▸ **Task description**:
Using the records below, report how many lines hold "dead", with no extra text.
Data Block Start
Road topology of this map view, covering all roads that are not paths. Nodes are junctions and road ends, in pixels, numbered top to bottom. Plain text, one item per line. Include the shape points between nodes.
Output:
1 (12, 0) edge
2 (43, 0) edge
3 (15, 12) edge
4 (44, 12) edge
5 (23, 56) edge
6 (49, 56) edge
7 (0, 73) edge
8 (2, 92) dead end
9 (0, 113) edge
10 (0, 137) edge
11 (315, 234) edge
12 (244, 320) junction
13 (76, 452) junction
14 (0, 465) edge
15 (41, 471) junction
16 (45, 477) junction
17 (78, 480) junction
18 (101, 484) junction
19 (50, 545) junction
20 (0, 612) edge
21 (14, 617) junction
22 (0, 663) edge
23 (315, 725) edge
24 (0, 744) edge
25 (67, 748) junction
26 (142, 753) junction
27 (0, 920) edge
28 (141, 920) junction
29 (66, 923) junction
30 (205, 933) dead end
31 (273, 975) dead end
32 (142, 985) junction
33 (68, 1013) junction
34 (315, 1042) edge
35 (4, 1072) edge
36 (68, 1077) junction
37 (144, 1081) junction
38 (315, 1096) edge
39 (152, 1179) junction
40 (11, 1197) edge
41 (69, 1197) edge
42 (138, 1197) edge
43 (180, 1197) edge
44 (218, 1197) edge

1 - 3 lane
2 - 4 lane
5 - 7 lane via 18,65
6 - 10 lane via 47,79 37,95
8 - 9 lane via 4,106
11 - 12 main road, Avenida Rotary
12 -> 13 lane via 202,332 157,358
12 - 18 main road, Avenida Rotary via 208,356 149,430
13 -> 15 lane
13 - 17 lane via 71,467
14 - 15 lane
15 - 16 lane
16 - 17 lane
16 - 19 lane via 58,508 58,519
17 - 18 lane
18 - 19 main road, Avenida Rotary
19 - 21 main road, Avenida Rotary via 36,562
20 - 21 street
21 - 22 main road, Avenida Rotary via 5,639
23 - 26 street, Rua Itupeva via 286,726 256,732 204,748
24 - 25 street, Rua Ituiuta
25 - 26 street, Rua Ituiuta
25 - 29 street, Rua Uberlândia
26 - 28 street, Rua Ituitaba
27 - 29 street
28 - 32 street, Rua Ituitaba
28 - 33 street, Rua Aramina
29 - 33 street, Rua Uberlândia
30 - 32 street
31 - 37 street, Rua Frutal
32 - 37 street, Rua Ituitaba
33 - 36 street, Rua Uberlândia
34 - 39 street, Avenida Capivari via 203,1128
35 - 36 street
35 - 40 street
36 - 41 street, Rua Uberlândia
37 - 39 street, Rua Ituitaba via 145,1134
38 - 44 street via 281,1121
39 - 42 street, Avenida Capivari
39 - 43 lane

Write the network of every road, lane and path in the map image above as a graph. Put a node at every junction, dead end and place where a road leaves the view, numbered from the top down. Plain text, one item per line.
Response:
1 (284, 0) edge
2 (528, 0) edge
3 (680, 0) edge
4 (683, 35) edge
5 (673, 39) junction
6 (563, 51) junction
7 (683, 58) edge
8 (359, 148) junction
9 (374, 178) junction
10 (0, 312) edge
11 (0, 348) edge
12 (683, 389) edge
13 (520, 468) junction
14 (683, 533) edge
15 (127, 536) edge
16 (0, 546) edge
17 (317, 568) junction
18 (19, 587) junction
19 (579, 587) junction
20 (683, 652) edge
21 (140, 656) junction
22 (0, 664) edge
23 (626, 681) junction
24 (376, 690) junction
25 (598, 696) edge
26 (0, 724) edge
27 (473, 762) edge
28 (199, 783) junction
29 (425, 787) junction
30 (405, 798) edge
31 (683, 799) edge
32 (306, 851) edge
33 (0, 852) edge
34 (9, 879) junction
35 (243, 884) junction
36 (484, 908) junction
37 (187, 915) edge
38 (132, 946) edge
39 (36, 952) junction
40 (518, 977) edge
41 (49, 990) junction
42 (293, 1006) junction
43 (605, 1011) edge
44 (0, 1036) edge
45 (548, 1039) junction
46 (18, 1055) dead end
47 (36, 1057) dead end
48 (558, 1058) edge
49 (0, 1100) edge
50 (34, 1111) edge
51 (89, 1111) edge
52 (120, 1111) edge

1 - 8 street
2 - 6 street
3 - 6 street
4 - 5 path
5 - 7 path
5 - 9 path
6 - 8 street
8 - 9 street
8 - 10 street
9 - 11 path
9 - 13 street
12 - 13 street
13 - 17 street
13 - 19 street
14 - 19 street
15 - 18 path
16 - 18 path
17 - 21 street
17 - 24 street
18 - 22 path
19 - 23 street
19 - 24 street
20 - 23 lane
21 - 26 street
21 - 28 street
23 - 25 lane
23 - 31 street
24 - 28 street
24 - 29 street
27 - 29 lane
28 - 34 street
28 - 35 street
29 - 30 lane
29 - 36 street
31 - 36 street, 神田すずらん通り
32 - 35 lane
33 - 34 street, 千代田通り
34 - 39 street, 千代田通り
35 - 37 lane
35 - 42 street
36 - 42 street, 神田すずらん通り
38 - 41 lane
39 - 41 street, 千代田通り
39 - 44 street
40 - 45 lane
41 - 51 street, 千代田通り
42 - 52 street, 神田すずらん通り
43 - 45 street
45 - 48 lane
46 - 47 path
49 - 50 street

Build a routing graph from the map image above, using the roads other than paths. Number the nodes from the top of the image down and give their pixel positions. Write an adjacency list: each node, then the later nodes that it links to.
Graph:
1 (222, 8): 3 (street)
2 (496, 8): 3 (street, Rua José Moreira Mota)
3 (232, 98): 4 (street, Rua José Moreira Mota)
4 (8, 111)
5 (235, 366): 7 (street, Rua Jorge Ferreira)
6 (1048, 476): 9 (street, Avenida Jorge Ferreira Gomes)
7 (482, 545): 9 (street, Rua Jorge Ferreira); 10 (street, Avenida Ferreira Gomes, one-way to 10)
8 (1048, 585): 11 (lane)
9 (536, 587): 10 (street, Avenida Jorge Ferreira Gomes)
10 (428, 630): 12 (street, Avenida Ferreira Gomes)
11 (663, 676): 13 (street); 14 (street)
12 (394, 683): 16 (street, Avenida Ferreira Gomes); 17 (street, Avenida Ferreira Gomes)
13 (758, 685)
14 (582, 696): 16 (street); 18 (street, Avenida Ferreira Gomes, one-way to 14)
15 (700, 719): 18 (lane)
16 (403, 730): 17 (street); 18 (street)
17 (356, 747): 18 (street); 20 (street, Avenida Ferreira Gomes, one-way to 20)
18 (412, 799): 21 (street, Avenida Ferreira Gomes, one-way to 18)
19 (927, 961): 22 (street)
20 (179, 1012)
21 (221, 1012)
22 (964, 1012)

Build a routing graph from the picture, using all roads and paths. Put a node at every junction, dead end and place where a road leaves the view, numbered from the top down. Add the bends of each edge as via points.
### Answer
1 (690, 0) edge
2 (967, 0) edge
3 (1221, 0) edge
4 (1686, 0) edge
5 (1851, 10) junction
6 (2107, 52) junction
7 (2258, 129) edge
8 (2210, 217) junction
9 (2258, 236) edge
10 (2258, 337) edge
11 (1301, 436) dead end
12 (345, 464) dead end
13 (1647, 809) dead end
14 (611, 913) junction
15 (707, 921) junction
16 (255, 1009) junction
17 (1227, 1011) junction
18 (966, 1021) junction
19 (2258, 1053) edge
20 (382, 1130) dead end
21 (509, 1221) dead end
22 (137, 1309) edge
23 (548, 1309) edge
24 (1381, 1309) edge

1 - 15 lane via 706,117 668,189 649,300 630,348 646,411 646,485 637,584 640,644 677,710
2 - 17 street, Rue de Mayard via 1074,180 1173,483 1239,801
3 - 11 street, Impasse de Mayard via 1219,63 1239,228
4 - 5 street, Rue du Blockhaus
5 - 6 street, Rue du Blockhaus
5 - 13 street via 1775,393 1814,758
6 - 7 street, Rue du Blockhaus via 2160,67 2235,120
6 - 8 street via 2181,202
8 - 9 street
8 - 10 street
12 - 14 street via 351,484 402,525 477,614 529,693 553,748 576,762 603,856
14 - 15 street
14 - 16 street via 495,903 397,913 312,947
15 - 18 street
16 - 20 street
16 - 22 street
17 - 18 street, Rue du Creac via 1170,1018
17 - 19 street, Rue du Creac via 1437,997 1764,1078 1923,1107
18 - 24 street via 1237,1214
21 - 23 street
Data Block End
▸ **Task solution**:
12